In my own personal work lately, my mentor suggested I seek an internal guide to show me my blind spots.  As some of you know, I sometimes use a Shamanic Journey meditation practice that introduces you to internal guides of both human and animal form.

And so, the other morning in meditation, I “went in” to find a guide to show me what I’m missing, since there are whole areas of my life that still feel unresolved and cause me distress (see: "romance and finance"; aka serially single and perpetually under/un-employed).  In this meditation, as the title of this blog may suggest, I came across a waterbug.

… Now, the waterbug does not seem like the fancy-dancy spirit animal one would hope for!  It’s not a lion or eagle or even antelope.  And yet, here it was.  I won’t “bore” you with the details of the meditation, but the lesson was clear: 

The waterbug floats on the top of the water, not because it is defying the law of physics, but precisely because it knows, believes, and trusts in them so completely that it knows it will be held on the surface.  It is not defying gravity, it is embracing the truest knowledge that because of the laws of nature, it must and will always be held.

The rock climbing guide and I had a long conversation one evening about spirituality, and he revealed that his largest question for “God” or the Universe as he continued to expand his life and open his vulnerable self and admit all parts of him was, “Can you really love me that much?”

I replied to him that my question is, “Can you really hold me that much?”  Can you really let me know, help me feel, to my core, that I am held?  That I am safe? 
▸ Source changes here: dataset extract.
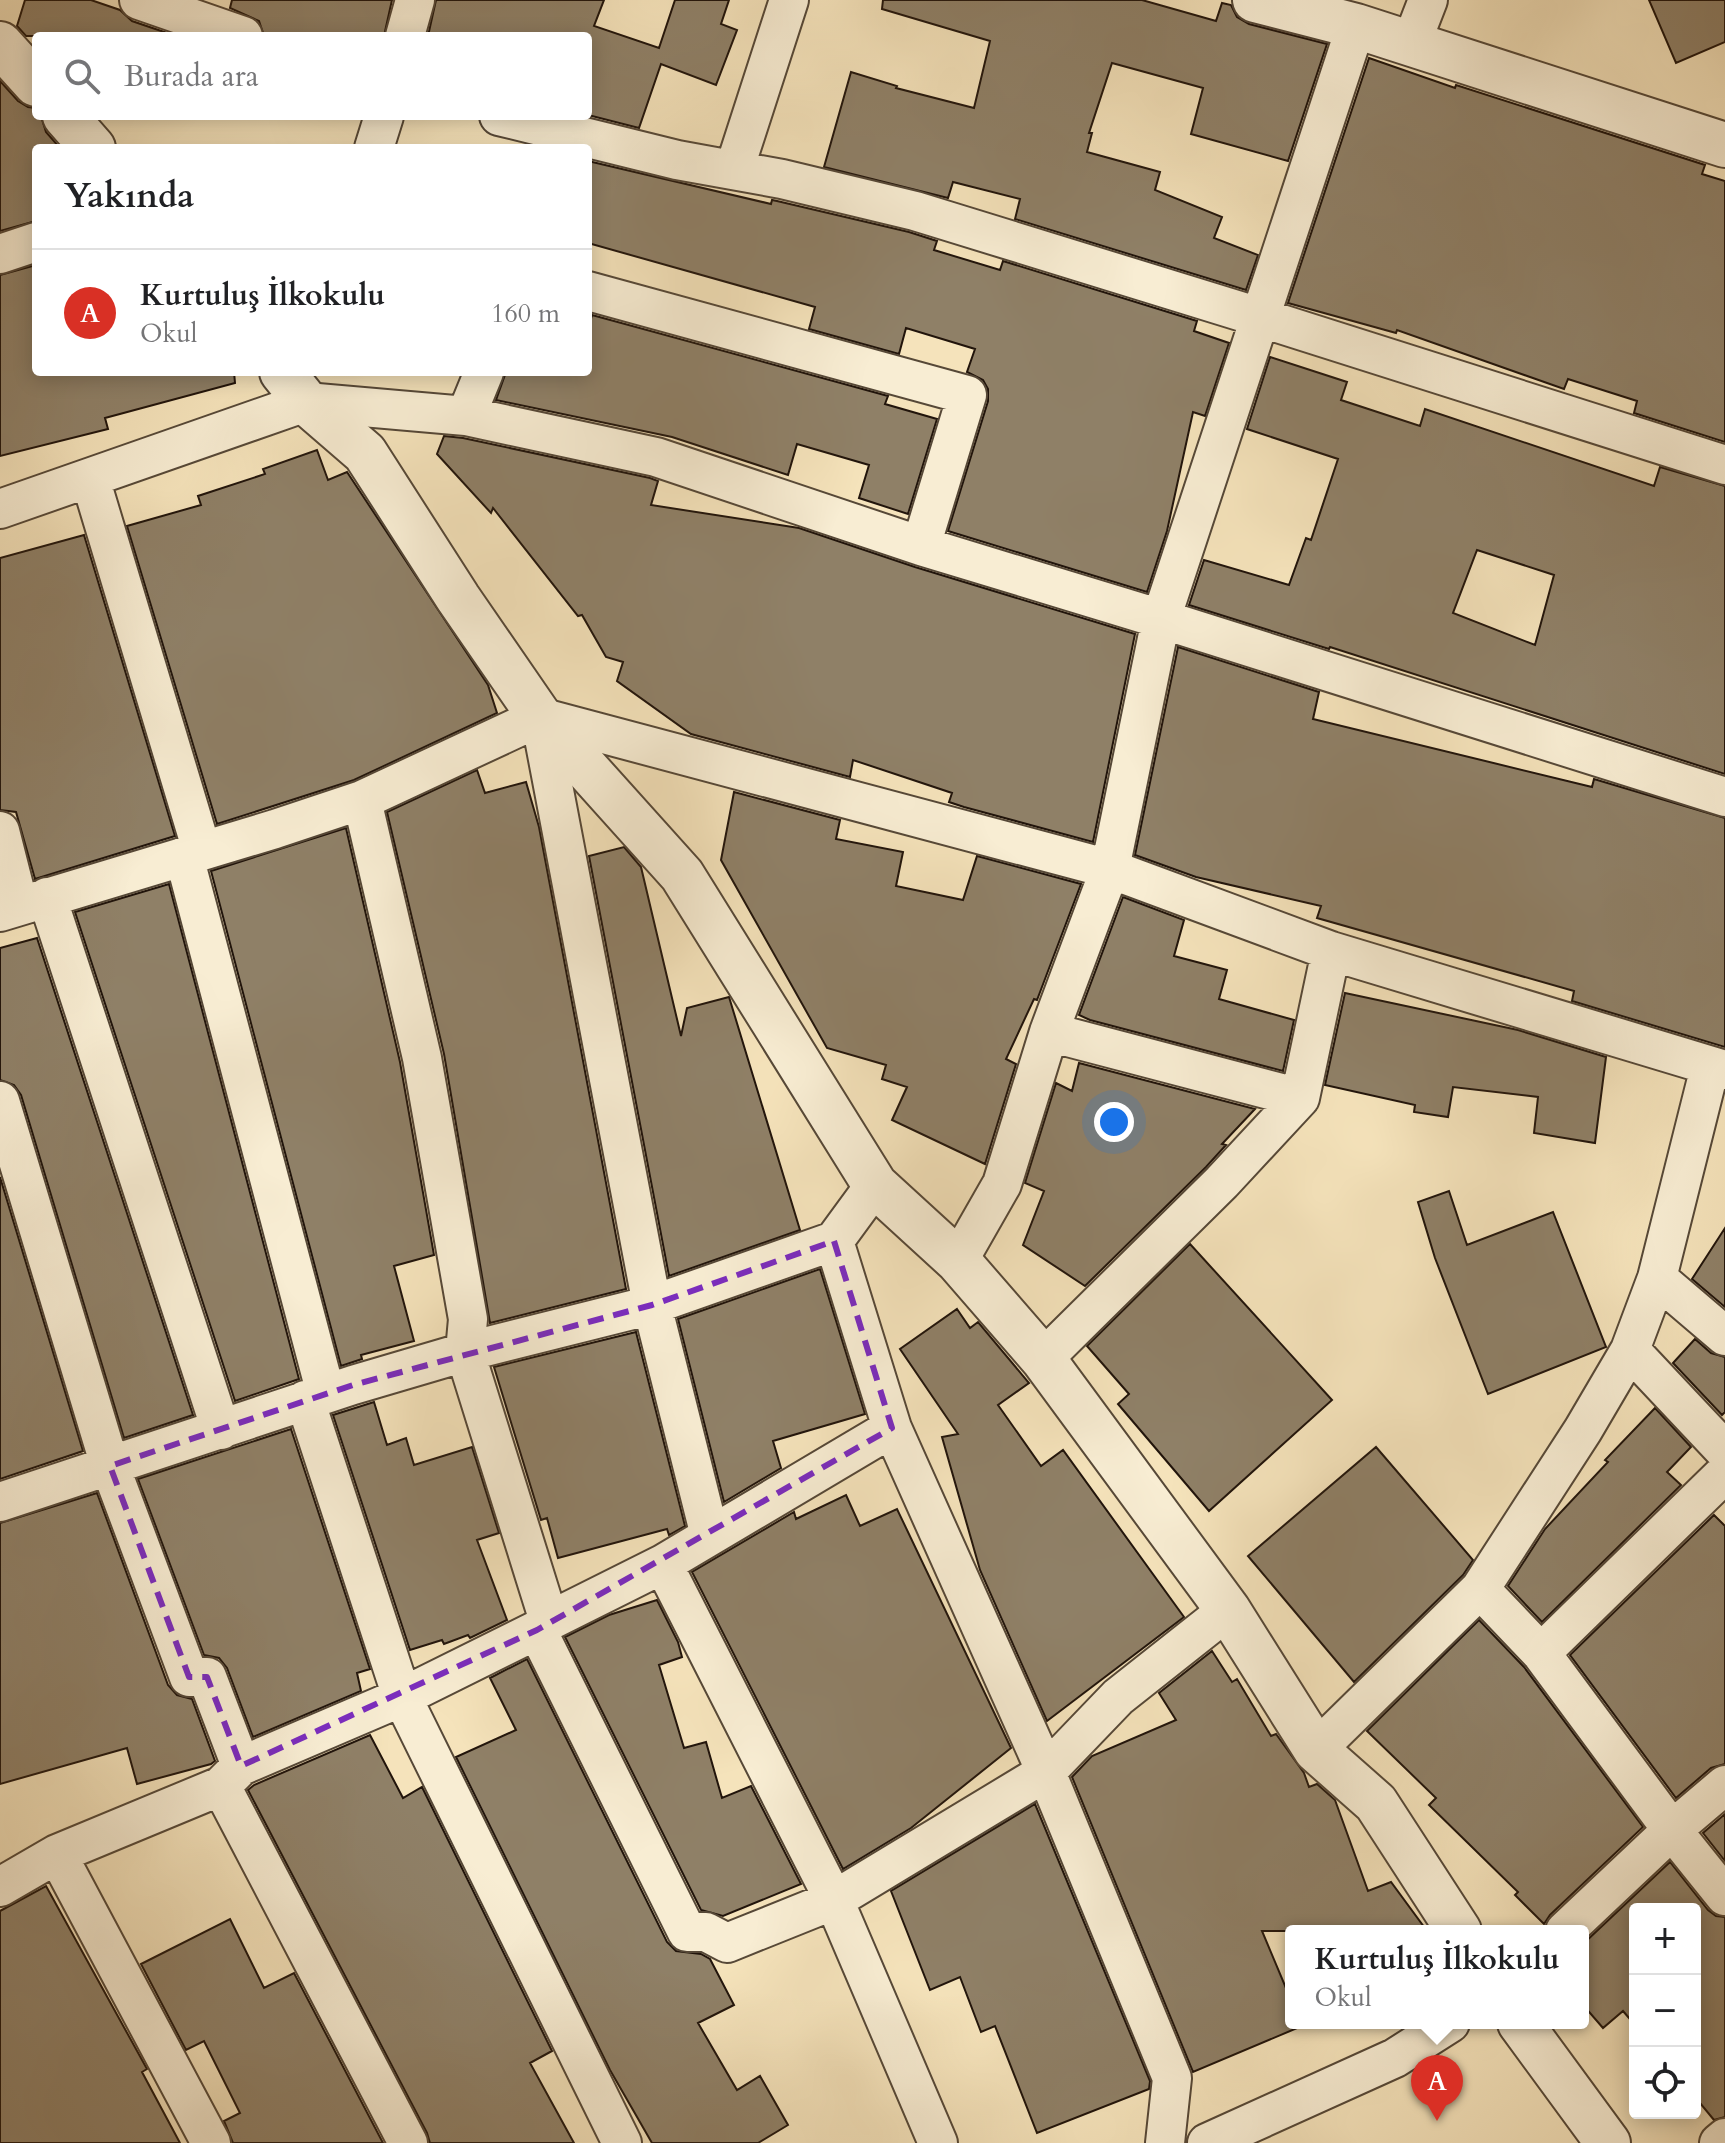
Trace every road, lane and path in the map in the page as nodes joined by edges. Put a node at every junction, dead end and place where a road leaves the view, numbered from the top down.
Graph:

The waterbug teaches me that it floats because it doesn’t tense and struggle.  It floats because it relaxes and trusts, and simply embodies a knowing that if it steps onto the clear surface of a pond, it will be held.  And furthermore, having seen that it has been held and carried before, it doesn’t continue to question whether it will be held again in the future! 

So this is my lesson for the moment: to embody the true knowing that, like sitting back into a climbing harness, I am expertly and even lovingly held.  And, should I ever choose to question (as it can become a choice rather than a habit), there will always be help offered me.

And p.s., if I mess up and tense up and fall through the surface of the water… I can swim.